TASK BRIEF: Print the lines below exactly as written, with none missing.

RECORDS SUPPLIED:
§ §

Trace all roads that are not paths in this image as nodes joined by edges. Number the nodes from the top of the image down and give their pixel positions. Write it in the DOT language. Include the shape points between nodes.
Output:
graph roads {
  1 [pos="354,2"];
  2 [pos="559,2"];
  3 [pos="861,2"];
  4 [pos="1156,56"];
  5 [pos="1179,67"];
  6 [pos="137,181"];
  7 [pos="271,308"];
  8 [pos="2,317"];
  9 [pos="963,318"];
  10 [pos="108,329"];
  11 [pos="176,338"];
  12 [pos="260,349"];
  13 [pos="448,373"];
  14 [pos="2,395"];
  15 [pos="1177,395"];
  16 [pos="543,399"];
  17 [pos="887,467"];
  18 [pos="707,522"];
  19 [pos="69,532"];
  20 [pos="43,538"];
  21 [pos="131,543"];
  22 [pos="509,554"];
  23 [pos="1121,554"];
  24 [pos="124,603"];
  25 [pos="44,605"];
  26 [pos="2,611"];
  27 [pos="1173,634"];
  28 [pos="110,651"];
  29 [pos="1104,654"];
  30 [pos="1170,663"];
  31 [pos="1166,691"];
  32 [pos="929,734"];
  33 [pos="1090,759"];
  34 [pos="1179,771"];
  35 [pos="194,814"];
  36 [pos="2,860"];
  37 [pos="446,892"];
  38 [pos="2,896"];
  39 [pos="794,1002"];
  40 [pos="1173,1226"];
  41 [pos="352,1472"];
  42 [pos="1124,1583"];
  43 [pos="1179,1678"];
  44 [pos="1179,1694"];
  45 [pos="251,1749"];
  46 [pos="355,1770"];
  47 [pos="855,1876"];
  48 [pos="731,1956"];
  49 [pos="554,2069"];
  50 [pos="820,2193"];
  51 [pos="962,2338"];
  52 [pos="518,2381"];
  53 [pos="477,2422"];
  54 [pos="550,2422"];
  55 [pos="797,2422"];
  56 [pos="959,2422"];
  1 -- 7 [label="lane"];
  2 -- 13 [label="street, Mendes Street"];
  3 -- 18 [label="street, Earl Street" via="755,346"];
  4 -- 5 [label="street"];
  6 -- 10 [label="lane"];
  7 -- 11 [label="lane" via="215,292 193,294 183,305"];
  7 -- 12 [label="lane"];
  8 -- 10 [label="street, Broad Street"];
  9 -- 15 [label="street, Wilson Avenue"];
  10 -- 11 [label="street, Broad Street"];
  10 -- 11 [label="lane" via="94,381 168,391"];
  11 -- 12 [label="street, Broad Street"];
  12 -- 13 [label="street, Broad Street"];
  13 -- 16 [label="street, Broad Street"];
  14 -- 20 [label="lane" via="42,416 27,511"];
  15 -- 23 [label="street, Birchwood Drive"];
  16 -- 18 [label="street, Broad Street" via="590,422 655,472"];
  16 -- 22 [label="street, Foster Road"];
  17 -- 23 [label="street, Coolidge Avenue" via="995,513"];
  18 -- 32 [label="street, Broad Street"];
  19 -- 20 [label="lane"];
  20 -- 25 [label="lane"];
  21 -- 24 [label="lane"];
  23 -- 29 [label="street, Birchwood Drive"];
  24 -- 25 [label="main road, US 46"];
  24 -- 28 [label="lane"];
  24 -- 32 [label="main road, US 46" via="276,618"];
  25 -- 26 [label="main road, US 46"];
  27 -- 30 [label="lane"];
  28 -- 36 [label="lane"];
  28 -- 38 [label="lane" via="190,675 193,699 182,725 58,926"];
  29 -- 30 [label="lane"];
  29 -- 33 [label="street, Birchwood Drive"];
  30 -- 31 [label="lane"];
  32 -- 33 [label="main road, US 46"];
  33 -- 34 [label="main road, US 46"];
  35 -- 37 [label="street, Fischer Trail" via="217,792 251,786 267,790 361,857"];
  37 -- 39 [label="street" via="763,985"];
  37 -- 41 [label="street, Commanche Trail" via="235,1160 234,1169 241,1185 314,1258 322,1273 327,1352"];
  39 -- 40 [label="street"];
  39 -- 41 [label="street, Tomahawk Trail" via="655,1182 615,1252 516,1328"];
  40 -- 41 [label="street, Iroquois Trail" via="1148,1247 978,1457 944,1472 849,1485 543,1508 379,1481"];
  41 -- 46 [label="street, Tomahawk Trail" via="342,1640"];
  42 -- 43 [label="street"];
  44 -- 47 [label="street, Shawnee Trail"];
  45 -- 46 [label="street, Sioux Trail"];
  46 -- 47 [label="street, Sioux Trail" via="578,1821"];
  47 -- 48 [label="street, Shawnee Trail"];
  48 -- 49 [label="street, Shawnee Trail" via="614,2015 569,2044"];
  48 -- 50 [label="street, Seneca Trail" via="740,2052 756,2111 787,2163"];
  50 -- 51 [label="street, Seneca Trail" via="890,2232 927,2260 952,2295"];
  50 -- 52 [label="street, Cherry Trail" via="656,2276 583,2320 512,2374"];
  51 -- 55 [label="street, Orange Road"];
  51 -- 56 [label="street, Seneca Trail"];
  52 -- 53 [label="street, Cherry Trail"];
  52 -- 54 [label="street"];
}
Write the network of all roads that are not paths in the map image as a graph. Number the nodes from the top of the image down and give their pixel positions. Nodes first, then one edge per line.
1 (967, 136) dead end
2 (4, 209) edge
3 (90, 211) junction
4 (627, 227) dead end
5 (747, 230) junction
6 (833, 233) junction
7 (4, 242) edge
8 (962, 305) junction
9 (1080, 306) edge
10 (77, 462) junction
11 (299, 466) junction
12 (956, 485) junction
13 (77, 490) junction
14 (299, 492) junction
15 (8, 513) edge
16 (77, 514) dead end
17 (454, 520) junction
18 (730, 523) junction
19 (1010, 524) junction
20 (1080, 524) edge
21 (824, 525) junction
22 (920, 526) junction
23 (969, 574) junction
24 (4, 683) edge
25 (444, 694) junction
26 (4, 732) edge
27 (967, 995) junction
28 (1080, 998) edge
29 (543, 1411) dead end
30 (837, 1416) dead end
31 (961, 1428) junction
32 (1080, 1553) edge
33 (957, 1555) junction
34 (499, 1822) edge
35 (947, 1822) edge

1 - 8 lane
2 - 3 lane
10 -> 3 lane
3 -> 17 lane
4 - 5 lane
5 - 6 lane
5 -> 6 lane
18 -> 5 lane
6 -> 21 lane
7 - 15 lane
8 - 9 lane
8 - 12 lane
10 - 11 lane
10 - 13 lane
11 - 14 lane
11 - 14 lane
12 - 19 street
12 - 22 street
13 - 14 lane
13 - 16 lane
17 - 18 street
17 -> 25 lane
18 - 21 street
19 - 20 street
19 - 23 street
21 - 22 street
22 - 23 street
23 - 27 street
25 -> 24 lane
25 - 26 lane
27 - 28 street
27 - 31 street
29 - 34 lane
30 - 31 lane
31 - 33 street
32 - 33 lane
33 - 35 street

§ §

ANSWER SPACE:
Trace all roads that are not paths in this image as nodes joined by edges. Number the nodes from the top of the image down and give their pixel positions. Write it in the DOT language. Include the shape points between nodes.
Output:
graph roads {
  1 [pos="354,2"];
  2 [pos="559,2"];
  3 [pos="861,2"];
  4 [pos="1156,56"];
  5 [pos="1179,67"];
  6 [pos="137,181"];
  7 [pos="271,308"];
  8 [pos="2,317"];
  9 [pos="963,318"];
  10 [pos="108,329"];
  11 [pos="176,338"];
  12 [pos="260,349"];
  13 [pos="448,373"];
  14 [pos="2,395"];
  15 [pos="1177,395"];
  16 [pos="543,399"];
  17 [pos="887,467"];
  18 [pos="707,522"];
  19 [pos="69,532"];
  20 [pos="43,538"];
  21 [pos="131,543"];
  22 [pos="509,554"];
  23 [pos="1121,554"];
  24 [pos="124,603"];
  25 [pos="44,605"];
  26 [pos="2,611"];
  27 [pos="1173,634"];
  28 [pos="110,651"];
  29 [pos="1104,654"];
  30 [pos="1170,663"];
  31 [pos="1166,691"];
  32 [pos="929,734"];
  33 [pos="1090,759"];
  34 [pos="1179,771"];
  35 [pos="194,814"];
  36 [pos="2,860"];
  37 [pos="446,892"];
  38 [pos="2,896"];
  39 [pos="794,1002"];
  40 [pos="1173,1226"];
  41 [pos="352,1472"];
  42 [pos="1124,1583"];
  43 [pos="1179,1678"];
  44 [pos="1179,1694"];
  45 [pos="251,1749"];
  46 [pos="355,1770"];
  47 [pos="855,1876"];
  48 [pos="731,1956"];
  49 [pos="554,2069"];
  50 [pos="820,2193"];
  51 [pos="962,2338"];
  52 [pos="518,2381"];
  53 [pos="477,2422"];
  54 [pos="550,2422"];
  55 [pos="797,2422"];
  56 [pos="959,2422"];
  1 -- 7 [label="lane"];
  2 -- 13 [label="street, Mendes Street"];
  3 -- 18 [label="street, Earl Street" via="755,346"];
  4 -- 5 [label="street"];
  6 -- 10 [label="lane"];
  7 -- 11 [label="lane" via="215,292 193,294 183,305"];
  7 -- 12 [label="lane"];
  8 -- 10 [label="street, Broad Street"];
  9 -- 15 [label="street, Wilson Avenue"];
  10 -- 11 [label="street, Broad Street"];
  10 -- 11 [label="lane" via="94,381 168,391"];
  11 -- 12 [label="street, Broad Street"];
  12 -- 13 [label="street, Broad Street"];
  13 -- 16 [label="street, Broad Street"];
  14 -- 20 [label="lane" via="42,416 27,511"];
  15 -- 23 [label="street, Birchwood Drive"];
  16 -- 18 [label="street, Broad Street" via="590,422 655,472"];
  16 -- 22 [label="street, Foster Road"];
  17 -- 23 [label="street, Coolidge Avenue" via="995,513"];
  18 -- 32 [label="street, Broad Street"];
  19 -- 20 [label="lane"];
  20 -- 25 [label="lane"];
  21 -- 24 [label="lane"];
  23 -- 29 [label="street, Birchwood Drive"];
  24 -- 25 [label="main road, US 46"];
  24 -- 28 [label="lane"];
  24 -- 32 [label="main road, US 46" via="276,618"];
  25 -- 26 [label="main road, US 46"];
  27 -- 30 [label="lane"];
  28 -- 36 [label="lane"];
  28 -- 38 [label="lane" via="190,675 193,699 182,725 58,926"];
  29 -- 30 [label="lane"];
  29 -- 33 [label="street, Birchwood Drive"];
  30 -- 31 [label="lane"];
  32 -- 33 [label="main road, US 46"];
  33 -- 34 [label="main road, US 46"];
  35 -- 37 [label="street, Fischer Trail" via="217,792 251,786 267,790 361,857"];
  37 -- 39 [label="street" via="763,985"];
  37 -- 41 [label="street, Commanche Trail" via="235,1160 234,1169 241,1185 314,1258 322,1273 327,1352"];
  39 -- 40 [label="street"];
  39 -- 41 [label="street, Tomahawk Trail" via="655,1182 615,1252 516,1328"];
  40 -- 41 [label="street, Iroquois Trail" via="1148,1247 978,1457 944,1472 849,1485 543,1508 379,1481"];
  41 -- 46 [label="street, Tomahawk Trail" via="342,1640"];
  42 -- 43 [label="street"];
  44 -- 47 [label="street, Shawnee Trail"];
  45 -- 46 [label="street, Sioux Trail"];
  46 -- 47 [label="street, Sioux Trail" via="578,1821"];
  47 -- 48 [label="street, Shawnee Trail"];
  48 -- 49 [label="street, Shawnee Trail" via="614,2015 569,2044"];
  48 -- 50 [label="street, Seneca Trail" via="740,2052 756,2111 787,2163"];
  50 -- 51 [label="street, Seneca Trail" via="890,2232 927,2260 952,2295"];
  50 -- 52 [label="street, Cherry Trail" via="656,2276 583,2320 512,2374"];
  51 -- 55 [label="street, Orange Road"];
  51 -- 56 [label="street, Seneca Trail"];
  52 -- 53 [label="street, Cherry Trail"];
  52 -- 54 [label="street"];
}
Write the network of all roads that are not paths in the map image as a graph. Number the nodes from the top of the image down and give their pixel positions. Nodes first, then one edge per line.
1 (967, 136) dead end
2 (4, 209) edge
3 (90, 211) junction
4 (627, 227) dead end
5 (747, 230) junction
6 (833, 233) junction
7 (4, 242) edge
8 (962, 305) junction
9 (1080, 306) edge
10 (77, 462) junction
11 (299, 466) junction
12 (956, 485) junction
13 (77, 490) junction
14 (299, 492) junction
15 (8, 513) edge
16 (77, 514) dead end
17 (454, 520) junction
18 (730, 523) junction
19 (1010, 524) junction
20 (1080, 524) edge
21 (824, 525) junction
22 (920, 526) junction
23 (969, 574) junction
24 (4, 683) edge
25 (444, 694) junction
26 (4, 732) edge
27 (967, 995) junction
28 (1080, 998) edge
29 (543, 1411) dead end
30 (837, 1416) dead end
31 (961, 1428) junction
32 (1080, 1553) edge
33 (957, 1555) junction
34 (499, 1822) edge
35 (947, 1822) edge

1 - 8 lane
2 - 3 lane
10 -> 3 lane
3 -> 17 lane
4 - 5 lane
5 - 6 lane
5 -> 6 lane
18 -> 5 lane
6 -> 21 lane
7 - 15 lane
8 - 9 lane
8 - 12 lane
10 - 11 lane
10 - 13 lane
11 - 14 lane
11 - 14 lane
12 - 19 street
12 - 22 street
13 - 14 lane
13 - 16 lane
17 - 18 street
17 -> 25 lane
18 - 21 street
19 - 20 street
19 - 23 street
21 - 22 street
22 - 23 street
23 - 27 street
25 -> 24 lane
25 - 26 lane
27 - 28 street
27 - 31 street
29 - 34 lane
30 - 31 lane
31 - 33 street
32 - 33 lane
33 - 35 street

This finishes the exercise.